Problem:
A verbatim copy of the listing is what is needed, minus any pictures.

Exercise data:

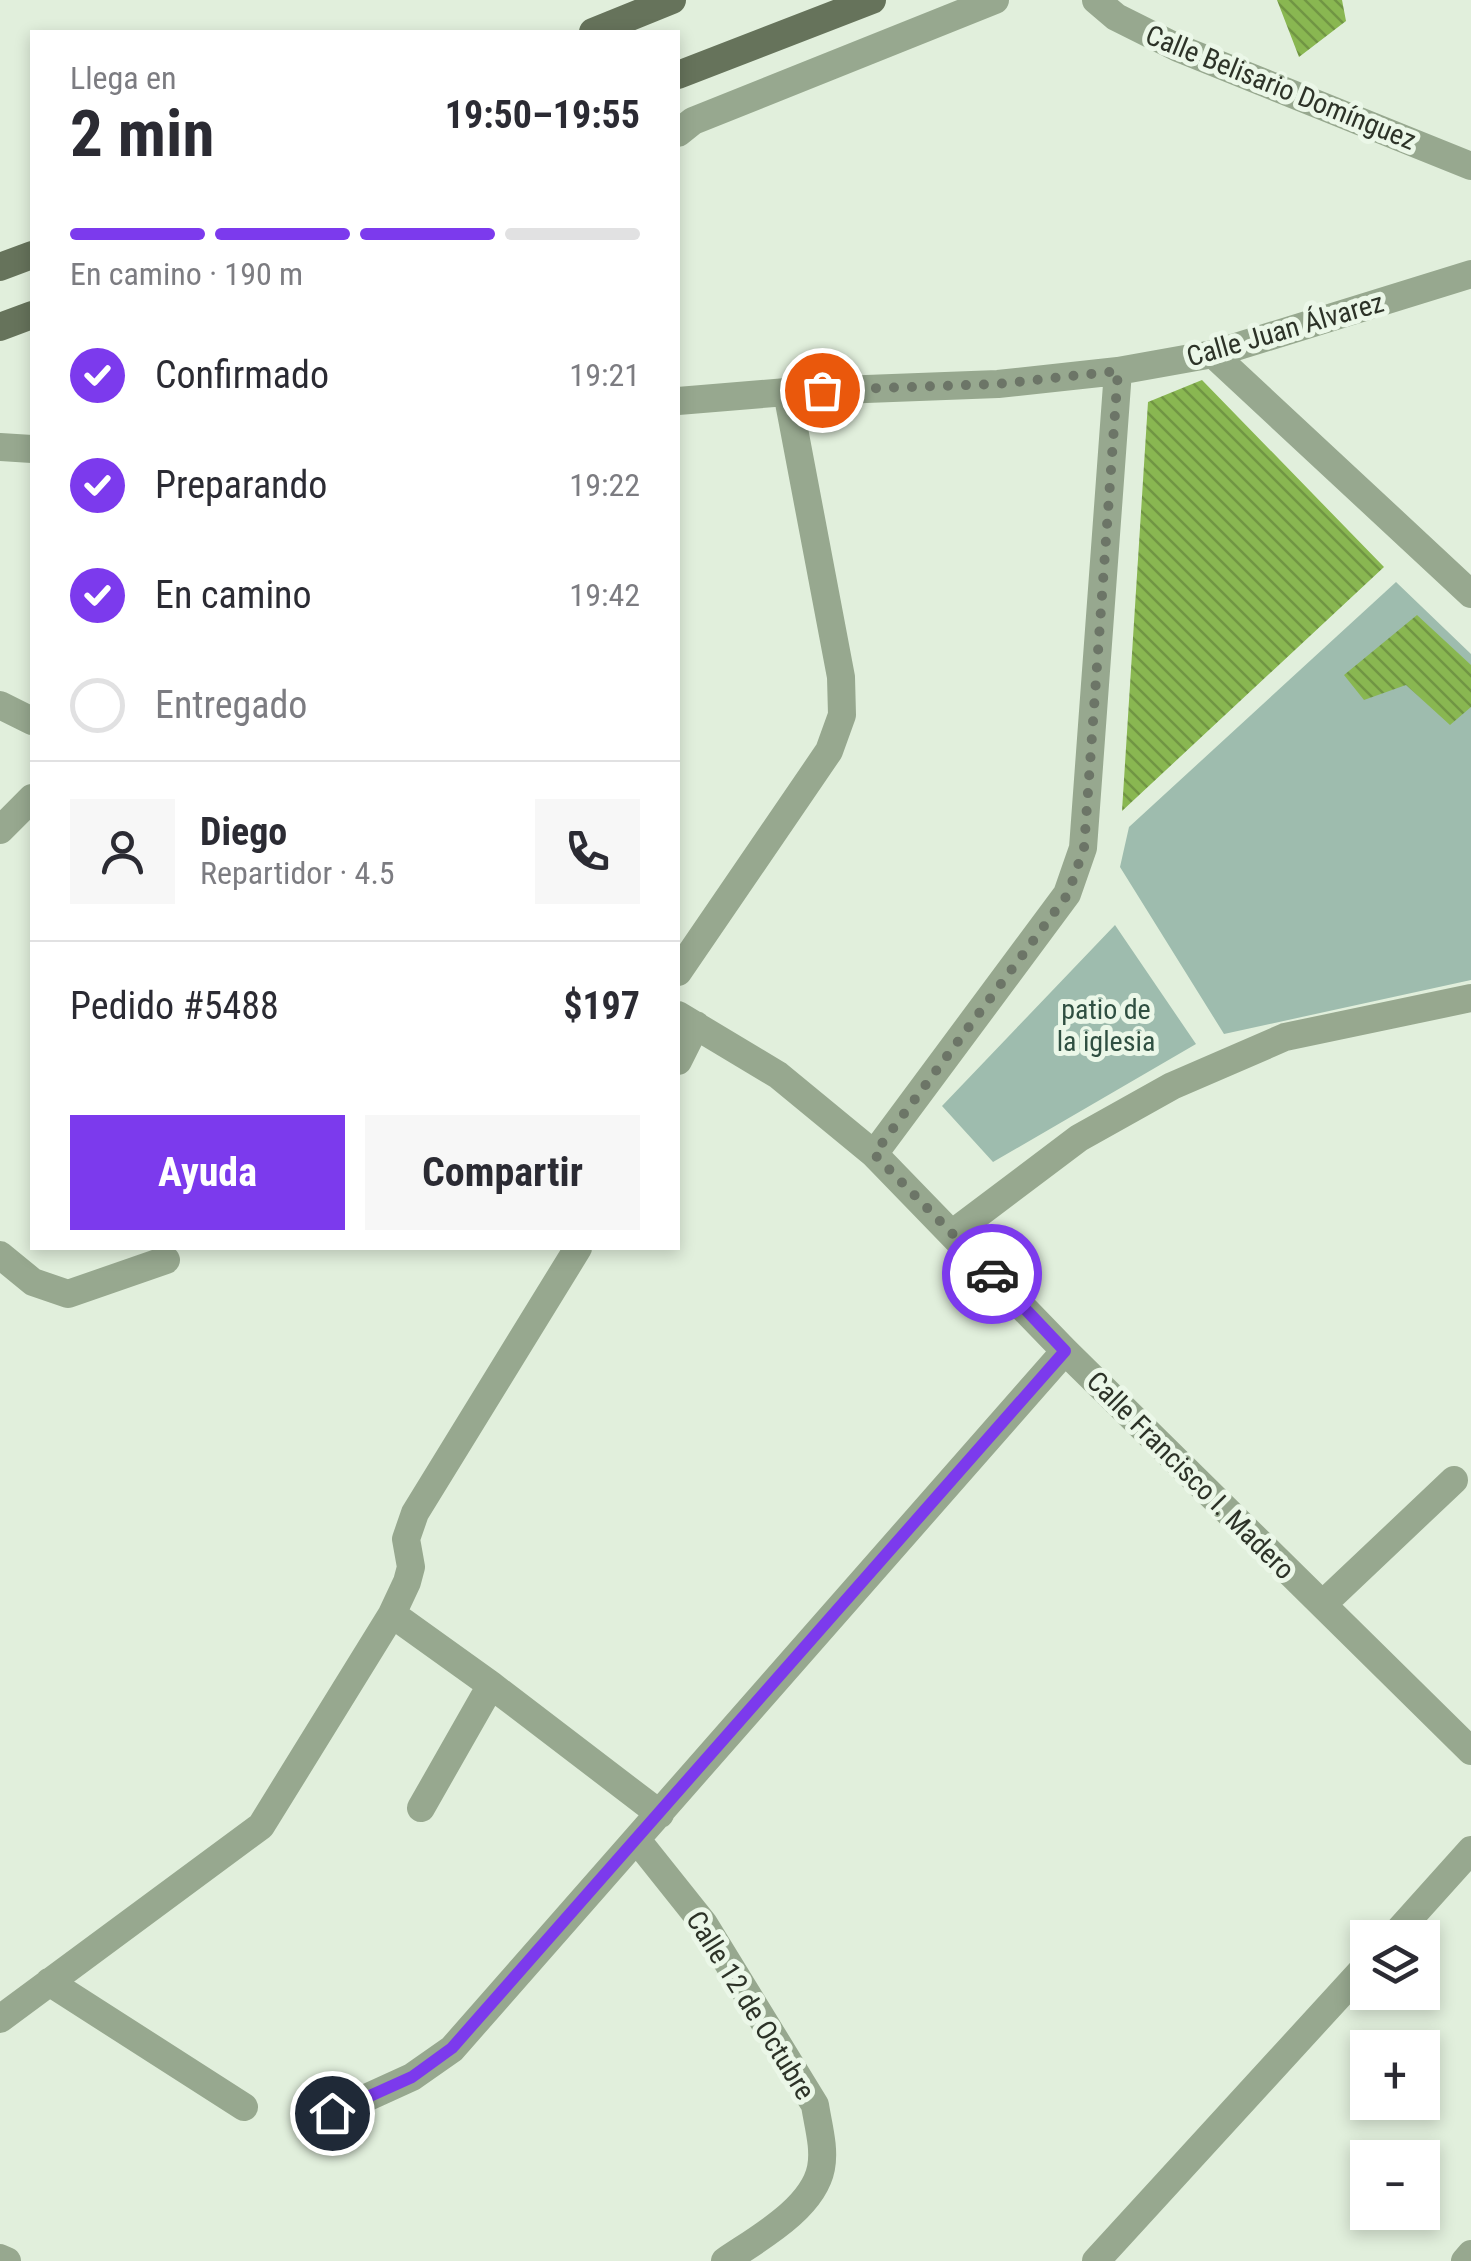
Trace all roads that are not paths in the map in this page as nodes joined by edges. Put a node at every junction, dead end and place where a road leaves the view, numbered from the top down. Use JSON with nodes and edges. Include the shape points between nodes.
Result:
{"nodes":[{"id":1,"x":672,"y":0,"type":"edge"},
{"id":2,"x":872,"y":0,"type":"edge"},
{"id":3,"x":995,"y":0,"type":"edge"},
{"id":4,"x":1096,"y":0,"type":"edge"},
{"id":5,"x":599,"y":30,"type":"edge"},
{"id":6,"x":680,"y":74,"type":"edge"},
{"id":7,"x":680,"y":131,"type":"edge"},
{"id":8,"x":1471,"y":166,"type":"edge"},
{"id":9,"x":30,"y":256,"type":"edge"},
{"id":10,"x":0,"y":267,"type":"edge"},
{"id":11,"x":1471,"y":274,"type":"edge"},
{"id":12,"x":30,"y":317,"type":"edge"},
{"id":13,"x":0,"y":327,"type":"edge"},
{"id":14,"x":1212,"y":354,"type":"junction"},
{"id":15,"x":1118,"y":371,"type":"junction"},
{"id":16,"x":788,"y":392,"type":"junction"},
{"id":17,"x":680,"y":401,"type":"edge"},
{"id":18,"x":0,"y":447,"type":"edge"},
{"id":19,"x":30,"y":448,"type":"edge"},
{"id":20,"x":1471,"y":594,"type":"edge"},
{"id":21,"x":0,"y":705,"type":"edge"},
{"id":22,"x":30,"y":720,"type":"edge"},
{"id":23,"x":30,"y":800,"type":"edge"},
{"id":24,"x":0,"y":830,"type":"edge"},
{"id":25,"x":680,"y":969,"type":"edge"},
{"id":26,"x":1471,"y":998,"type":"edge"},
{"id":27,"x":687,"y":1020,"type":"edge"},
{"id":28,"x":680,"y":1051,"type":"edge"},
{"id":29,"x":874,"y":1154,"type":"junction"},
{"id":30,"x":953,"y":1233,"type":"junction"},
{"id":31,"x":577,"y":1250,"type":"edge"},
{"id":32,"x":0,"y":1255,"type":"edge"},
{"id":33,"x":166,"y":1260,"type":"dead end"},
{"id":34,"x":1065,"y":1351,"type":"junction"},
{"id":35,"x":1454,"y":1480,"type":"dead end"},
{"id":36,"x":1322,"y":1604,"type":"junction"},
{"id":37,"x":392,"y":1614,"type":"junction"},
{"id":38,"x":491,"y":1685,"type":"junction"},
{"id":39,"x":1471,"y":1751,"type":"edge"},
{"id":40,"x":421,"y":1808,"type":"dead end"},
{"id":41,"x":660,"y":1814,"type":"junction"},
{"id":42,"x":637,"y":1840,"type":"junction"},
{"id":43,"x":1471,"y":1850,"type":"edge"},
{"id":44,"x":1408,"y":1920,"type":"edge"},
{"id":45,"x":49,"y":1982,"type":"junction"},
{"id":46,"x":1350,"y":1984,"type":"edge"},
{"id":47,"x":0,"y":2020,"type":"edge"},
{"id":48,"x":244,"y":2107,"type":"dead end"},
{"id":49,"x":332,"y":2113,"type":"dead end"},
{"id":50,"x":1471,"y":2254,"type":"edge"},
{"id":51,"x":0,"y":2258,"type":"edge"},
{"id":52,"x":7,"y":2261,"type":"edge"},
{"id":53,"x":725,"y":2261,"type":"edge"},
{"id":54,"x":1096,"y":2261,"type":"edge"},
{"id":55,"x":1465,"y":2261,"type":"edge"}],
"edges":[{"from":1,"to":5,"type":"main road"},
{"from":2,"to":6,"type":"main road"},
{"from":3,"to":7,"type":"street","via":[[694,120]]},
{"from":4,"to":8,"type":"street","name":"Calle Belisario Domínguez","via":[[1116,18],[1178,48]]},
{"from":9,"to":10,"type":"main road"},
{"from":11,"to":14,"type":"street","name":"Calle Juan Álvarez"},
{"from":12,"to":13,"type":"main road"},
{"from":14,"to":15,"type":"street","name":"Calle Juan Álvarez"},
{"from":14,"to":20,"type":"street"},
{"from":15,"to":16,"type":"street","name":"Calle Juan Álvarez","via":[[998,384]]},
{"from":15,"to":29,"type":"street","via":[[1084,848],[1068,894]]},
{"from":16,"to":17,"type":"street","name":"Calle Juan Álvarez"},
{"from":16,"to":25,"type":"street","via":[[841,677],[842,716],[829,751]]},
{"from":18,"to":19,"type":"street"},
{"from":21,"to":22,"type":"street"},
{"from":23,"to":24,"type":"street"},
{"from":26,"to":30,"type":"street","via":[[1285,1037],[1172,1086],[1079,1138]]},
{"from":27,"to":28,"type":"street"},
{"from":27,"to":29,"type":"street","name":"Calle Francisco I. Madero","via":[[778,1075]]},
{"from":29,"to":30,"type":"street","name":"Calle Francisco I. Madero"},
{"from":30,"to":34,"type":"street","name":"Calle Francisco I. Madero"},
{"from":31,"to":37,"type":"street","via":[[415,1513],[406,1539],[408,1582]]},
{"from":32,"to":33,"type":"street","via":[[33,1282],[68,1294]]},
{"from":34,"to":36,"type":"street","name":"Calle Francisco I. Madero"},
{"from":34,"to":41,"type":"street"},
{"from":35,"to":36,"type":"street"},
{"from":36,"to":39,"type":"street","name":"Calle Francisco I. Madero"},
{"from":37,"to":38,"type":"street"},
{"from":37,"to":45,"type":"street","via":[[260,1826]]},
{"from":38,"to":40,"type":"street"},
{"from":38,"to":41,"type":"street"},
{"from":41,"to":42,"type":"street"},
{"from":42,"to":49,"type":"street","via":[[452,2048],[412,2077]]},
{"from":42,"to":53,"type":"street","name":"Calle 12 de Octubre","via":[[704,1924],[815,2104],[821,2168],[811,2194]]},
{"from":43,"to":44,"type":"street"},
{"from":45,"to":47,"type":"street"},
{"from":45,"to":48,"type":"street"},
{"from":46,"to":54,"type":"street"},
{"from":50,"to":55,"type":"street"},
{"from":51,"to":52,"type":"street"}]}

Output of the exercise:
Trace all roads that are not paths in the map in this page as nodes joined by edges. Put a node at every junction, dead end and place where a road leaves the view, numbered from the top down. Use JSON with nodes and edges. Include the shape points between nodes.
Result:
{"nodes":[{"id":1,"x":672,"y":0,"type":"edge"},
{"id":2,"x":872,"y":0,"type":"edge"},
{"id":3,"x":995,"y":0,"type":"edge"},
{"id":4,"x":1096,"y":0,"type":"edge"},
{"id":5,"x":599,"y":30,"type":"edge"},
{"id":6,"x":680,"y":74,"type":"edge"},
{"id":7,"x":680,"y":131,"type":"edge"},
{"id":8,"x":1471,"y":166,"type":"edge"},
{"id":9,"x":30,"y":256,"type":"edge"},
{"id":10,"x":0,"y":267,"type":"edge"},
{"id":11,"x":1471,"y":274,"type":"edge"},
{"id":12,"x":30,"y":317,"type":"edge"},
{"id":13,"x":0,"y":327,"type":"edge"},
{"id":14,"x":1212,"y":354,"type":"junction"},
{"id":15,"x":1118,"y":371,"type":"junction"},
{"id":16,"x":788,"y":392,"type":"junction"},
{"id":17,"x":680,"y":401,"type":"edge"},
{"id":18,"x":0,"y":447,"type":"edge"},
{"id":19,"x":30,"y":448,"type":"edge"},
{"id":20,"x":1471,"y":594,"type":"edge"},
{"id":21,"x":0,"y":705,"type":"edge"},
{"id":22,"x":30,"y":720,"type":"edge"},
{"id":23,"x":30,"y":800,"type":"edge"},
{"id":24,"x":0,"y":830,"type":"edge"},
{"id":25,"x":680,"y":969,"type":"edge"},
{"id":26,"x":1471,"y":998,"type":"edge"},
{"id":27,"x":687,"y":1020,"type":"edge"},
{"id":28,"x":680,"y":1051,"type":"edge"},
{"id":29,"x":874,"y":1154,"type":"junction"},
{"id":30,"x":953,"y":1233,"type":"junction"},
{"id":31,"x":577,"y":1250,"type":"edge"},
{"id":32,"x":0,"y":1255,"type":"edge"},
{"id":33,"x":166,"y":1260,"type":"dead end"},
{"id":34,"x":1065,"y":1351,"type":"junction"},
{"id":35,"x":1454,"y":1480,"type":"dead end"},
{"id":36,"x":1322,"y":1604,"type":"junction"},
{"id":37,"x":392,"y":1614,"type":"junction"},
{"id":38,"x":491,"y":1685,"type":"junction"},
{"id":39,"x":1471,"y":1751,"type":"edge"},
{"id":40,"x":421,"y":1808,"type":"dead end"},
{"id":41,"x":660,"y":1814,"type":"junction"},
{"id":42,"x":637,"y":1840,"type":"junction"},
{"id":43,"x":1471,"y":1850,"type":"edge"},
{"id":44,"x":1408,"y":1920,"type":"edge"},
{"id":45,"x":49,"y":1982,"type":"junction"},
{"id":46,"x":1350,"y":1984,"type":"edge"},
{"id":47,"x":0,"y":2020,"type":"edge"},
{"id":48,"x":244,"y":2107,"type":"dead end"},
{"id":49,"x":332,"y":2113,"type":"dead end"},
{"id":50,"x":1471,"y":2254,"type":"edge"},
{"id":51,"x":0,"y":2258,"type":"edge"},
{"id":52,"x":7,"y":2261,"type":"edge"},
{"id":53,"x":725,"y":2261,"type":"edge"},
{"id":54,"x":1096,"y":2261,"type":"edge"},
{"id":55,"x":1465,"y":2261,"type":"edge"}],
"edges":[{"from":1,"to":5,"type":"main road"},
{"from":2,"to":6,"type":"main road"},
{"from":3,"to":7,"type":"street","via":[[694,120]]},
{"from":4,"to":8,"type":"street","name":"Calle Belisario Domínguez","via":[[1116,18],[1178,48]]},
{"from":9,"to":10,"type":"main road"},
{"from":11,"to":14,"type":"street","name":"Calle Juan Álvarez"},
{"from":12,"to":13,"type":"main road"},
{"from":14,"to":15,"type":"street","name":"Calle Juan Álvarez"},
{"from":14,"to":20,"type":"street"},
{"from":15,"to":16,"type":"street","name":"Calle Juan Álvarez","via":[[998,384]]},
{"from":15,"to":29,"type":"street","via":[[1084,848],[1068,894]]},
{"from":16,"to":17,"type":"street","name":"Calle Juan Álvarez"},
{"from":16,"to":25,"type":"street","via":[[841,677],[842,716],[829,751]]},
{"from":18,"to":19,"type":"street"},
{"from":21,"to":22,"type":"street"},
{"from":23,"to":24,"type":"street"},
{"from":26,"to":30,"type":"street","via":[[1285,1037],[1172,1086],[1079,1138]]},
{"from":27,"to":28,"type":"street"},
{"from":27,"to":29,"type":"street","name":"Calle Francisco I. Madero","via":[[778,1075]]},
{"from":29,"to":30,"type":"street","name":"Calle Francisco I. Madero"},
{"from":30,"to":34,"type":"street","name":"Calle Francisco I. Madero"},
{"from":31,"to":37,"type":"street","via":[[415,1513],[406,1539],[408,1582]]},
{"from":32,"to":33,"type":"street","via":[[33,1282],[68,1294]]},
{"from":34,"to":36,"type":"street","name":"Calle Francisco I. Madero"},
{"from":34,"to":41,"type":"street"},
{"from":35,"to":36,"type":"street"},
{"from":36,"to":39,"type":"street","name":"Calle Francisco I. Madero"},
{"from":37,"to":38,"type":"street"},
{"from":37,"to":45,"type":"street","via":[[260,1826]]},
{"from":38,"to":40,"type":"street"},
{"from":38,"to":41,"type":"street"},
{"from":41,"to":42,"type":"street"},
{"from":42,"to":49,"type":"street","via":[[452,2048],[412,2077]]},
{"from":42,"to":53,"type":"street","name":"Calle 12 de Octubre","via":[[704,1924],[815,2104],[821,2168],[811,2194]]},
{"from":43,"to":44,"type":"street"},
{"from":45,"to":47,"type":"street"},
{"from":45,"to":48,"type":"street"},
{"from":46,"to":54,"type":"street"},
{"from":50,"to":55,"type":"street"},
{"from":51,"to":52,"type":"street"}]}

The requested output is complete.